As we seem to reach consensus on the necessity of such a multimodality approach or at least on the need for more randomized trials ascertaining its role in the treatment of MPM, there is ongoing debate and research on its individual components and how they should be sequenced. Historically, surgery for MPM consisted of extrapleural pneumonectomy (EPP), which is an en bloc resection of both the parietal and visceral pleurae, the ipsilateral lung as well as pericardium and diaphragm. In the last five years there has been an evolution towards pleurectomy/decortication (P/D), which is a less invasive procedure whereby the parietal and visceral pleurae are removed but lung, pericardium and diaphragm are spared. When diaphragm and pericardium are also resected, this procedure is called an extended P/D (eP/D). Partial pleurectomy is performed to obtain tissue for diagnosis or to relieve symptoms in a palliative setting but is not part of a multimodality treatment for MPM.[5]

In 2003 and 2005, two large scale randomized control trials showed superiority in overall survival time with cisplatin and pemetrexed/raltitrexed over monotherapy with cisplatin, as well as in time to progression and response.[6,7] Since then this combination of cytotoxic agents (platinum based plus antifolate) has become the standard of care, as it is the sole treatment with proven benefit on outcome. In 2015, the French MAPS trial showed that the association of bevacizumab, a monoclonal antibody targeting the vascular endothelial growth factor A (VEGF-A), to a cisplatin-pemetrexed backbone improved overall survival in highly selected patients.[8]
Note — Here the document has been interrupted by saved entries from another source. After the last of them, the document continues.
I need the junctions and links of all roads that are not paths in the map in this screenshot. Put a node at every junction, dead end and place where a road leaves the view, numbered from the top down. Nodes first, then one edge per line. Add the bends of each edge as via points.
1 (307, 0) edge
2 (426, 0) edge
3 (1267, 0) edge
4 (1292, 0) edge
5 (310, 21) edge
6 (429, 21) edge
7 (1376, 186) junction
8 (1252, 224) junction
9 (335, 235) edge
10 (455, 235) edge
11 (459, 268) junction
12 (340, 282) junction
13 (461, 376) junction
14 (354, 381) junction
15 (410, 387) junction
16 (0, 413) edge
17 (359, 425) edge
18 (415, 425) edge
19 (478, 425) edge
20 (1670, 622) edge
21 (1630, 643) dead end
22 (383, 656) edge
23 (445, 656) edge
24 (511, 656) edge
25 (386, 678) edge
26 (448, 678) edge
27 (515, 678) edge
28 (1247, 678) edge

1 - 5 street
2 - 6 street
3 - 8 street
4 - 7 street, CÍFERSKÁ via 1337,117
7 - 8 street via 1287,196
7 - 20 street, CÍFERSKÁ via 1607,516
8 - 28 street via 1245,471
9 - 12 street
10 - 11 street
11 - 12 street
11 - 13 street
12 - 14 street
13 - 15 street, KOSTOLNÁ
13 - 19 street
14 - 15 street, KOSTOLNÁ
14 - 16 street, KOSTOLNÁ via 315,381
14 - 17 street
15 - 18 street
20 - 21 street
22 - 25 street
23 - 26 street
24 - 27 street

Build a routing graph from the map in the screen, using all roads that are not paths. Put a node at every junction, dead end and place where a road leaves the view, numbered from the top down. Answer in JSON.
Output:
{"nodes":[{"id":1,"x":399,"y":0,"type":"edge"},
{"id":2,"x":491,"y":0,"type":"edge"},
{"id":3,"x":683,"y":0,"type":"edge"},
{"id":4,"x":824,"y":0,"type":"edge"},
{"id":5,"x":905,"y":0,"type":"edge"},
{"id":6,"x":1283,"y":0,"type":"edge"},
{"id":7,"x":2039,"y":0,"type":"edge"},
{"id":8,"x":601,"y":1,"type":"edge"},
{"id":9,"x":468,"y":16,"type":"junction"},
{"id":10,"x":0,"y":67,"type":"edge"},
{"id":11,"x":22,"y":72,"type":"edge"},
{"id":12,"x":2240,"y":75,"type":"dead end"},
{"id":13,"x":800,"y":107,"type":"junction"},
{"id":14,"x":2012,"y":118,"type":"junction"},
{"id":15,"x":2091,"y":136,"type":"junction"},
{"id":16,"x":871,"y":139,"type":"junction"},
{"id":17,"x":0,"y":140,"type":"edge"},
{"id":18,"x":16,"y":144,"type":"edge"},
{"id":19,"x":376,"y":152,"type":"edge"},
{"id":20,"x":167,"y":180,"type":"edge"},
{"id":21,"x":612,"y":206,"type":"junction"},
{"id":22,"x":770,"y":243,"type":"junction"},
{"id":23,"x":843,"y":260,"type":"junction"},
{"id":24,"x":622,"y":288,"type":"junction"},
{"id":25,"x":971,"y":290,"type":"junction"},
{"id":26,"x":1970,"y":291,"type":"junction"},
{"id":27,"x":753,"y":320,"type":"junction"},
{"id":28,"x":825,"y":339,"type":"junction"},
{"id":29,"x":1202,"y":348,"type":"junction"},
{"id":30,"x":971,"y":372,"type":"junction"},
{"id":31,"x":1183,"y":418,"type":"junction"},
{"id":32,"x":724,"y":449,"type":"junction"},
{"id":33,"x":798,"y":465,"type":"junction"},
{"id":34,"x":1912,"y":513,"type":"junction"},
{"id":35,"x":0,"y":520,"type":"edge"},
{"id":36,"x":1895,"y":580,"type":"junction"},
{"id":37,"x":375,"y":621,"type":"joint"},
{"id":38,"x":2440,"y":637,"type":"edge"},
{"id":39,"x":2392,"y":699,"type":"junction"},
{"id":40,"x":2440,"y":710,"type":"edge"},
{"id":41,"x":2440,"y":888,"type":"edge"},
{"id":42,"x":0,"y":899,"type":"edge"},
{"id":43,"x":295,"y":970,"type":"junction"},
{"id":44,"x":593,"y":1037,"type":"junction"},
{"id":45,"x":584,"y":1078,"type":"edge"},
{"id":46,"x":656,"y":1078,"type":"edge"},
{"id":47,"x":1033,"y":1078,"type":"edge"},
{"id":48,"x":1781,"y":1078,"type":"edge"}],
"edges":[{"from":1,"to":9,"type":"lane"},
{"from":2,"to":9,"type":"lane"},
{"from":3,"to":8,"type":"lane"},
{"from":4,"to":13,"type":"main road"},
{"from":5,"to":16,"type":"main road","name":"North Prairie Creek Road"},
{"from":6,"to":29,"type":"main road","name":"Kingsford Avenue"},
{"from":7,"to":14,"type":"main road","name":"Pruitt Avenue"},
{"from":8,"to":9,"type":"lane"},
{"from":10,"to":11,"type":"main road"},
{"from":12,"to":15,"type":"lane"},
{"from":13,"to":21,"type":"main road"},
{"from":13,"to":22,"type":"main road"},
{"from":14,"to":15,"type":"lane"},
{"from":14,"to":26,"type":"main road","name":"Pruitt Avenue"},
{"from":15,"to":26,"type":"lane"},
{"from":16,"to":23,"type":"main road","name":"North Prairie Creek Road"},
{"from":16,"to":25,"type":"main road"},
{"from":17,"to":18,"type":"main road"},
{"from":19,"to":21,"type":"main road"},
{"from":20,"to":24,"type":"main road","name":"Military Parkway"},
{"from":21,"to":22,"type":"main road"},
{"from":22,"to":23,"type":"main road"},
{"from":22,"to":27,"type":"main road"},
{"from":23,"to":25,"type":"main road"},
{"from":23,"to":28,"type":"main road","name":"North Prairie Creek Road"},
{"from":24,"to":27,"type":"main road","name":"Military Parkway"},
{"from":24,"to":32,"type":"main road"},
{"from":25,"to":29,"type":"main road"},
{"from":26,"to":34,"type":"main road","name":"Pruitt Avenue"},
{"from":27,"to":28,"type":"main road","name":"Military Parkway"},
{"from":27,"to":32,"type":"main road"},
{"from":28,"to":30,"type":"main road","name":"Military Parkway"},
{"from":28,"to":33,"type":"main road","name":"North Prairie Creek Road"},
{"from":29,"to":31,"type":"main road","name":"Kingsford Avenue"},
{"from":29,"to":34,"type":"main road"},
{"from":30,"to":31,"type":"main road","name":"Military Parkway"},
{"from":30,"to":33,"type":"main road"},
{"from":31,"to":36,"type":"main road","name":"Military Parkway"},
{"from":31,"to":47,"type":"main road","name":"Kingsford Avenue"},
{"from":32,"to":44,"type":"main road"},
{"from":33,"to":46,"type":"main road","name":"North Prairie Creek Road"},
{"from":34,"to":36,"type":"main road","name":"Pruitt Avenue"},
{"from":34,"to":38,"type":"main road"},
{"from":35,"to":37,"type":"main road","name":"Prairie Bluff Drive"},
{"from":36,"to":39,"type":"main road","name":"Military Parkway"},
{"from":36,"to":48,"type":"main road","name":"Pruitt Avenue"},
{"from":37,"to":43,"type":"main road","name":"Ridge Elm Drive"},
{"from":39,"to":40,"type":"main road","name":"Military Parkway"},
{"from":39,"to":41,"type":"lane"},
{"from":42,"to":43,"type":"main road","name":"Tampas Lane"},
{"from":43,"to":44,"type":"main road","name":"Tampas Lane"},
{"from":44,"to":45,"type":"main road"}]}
Concerning radical RT there is an ongoing effort to find the most effective radiation technique that will improve locoregional disease control but will not result in excess radiation pneumonitis. Because of the large surface area of the pleura, the volume with conventional RT is very high, resulting in damage to the underlying lung (in case of P/D) and/or surrounding tissue and organs. Intensity modulated radiotherapy (IMRT) aims at a better dose distribution and hence less toxicity, which is especially important when RT is administered after lung sparing surgery.[9]

The 2010 European Respiratory Society (ERS)-European Society of Thoracic Surgeons (ESTS) guidelines, recommend that eligible patients (early stage, preferably epithelioid subtype, satisfactory pulmonary and cardiac status) should be included in prospective randomized control trials evaluating multimodality treatment in experienced centers.[10] The 2015 European Society for Medical Oncology (ESMO) guidelines are more restrictive as they conclude that there is insufficient evidence supporting standardized implementation of adjuvant RT in the treatment of MPM, however they do advise against monotherapy with surgery and recommend surgery be part of a multimodality treatment, preferably in a trial setting.[11] The 2018 British Thoracic Society (BTS) advise against EPP in any way and against eP/D outside of clinical trials. Based on the results of the MAPS trial, they suggest association of bevacizumab to a platinum-antifolate doublet to improve survival.[8,12] The 2018 American Society of Clinical Oncology (ASCO) guidelines state that cytoreductive surgery should ideally be supplemented by RT or (neo)adjuvant CT seeing as surgery alone has not shown to provide adequate disease control. For patients with proven N2 status they only recommend surgery when part of a multimodality treatment, preferably in a trial setting.[13] An overview of the most recent guidelines is listed in Table 1.

The purpose of this manuscript is to report the results of a systematic literature search performed on the subject of combined modality treatment in mesothelioma and formulate graded recommendations.

The following clinical questions were raised:

  1. Is multimodality treatment better than CT alone?

  2. What is the optimal regimen within each modality?

  3. What is the optimal sequence of interventions within a combined modality approach?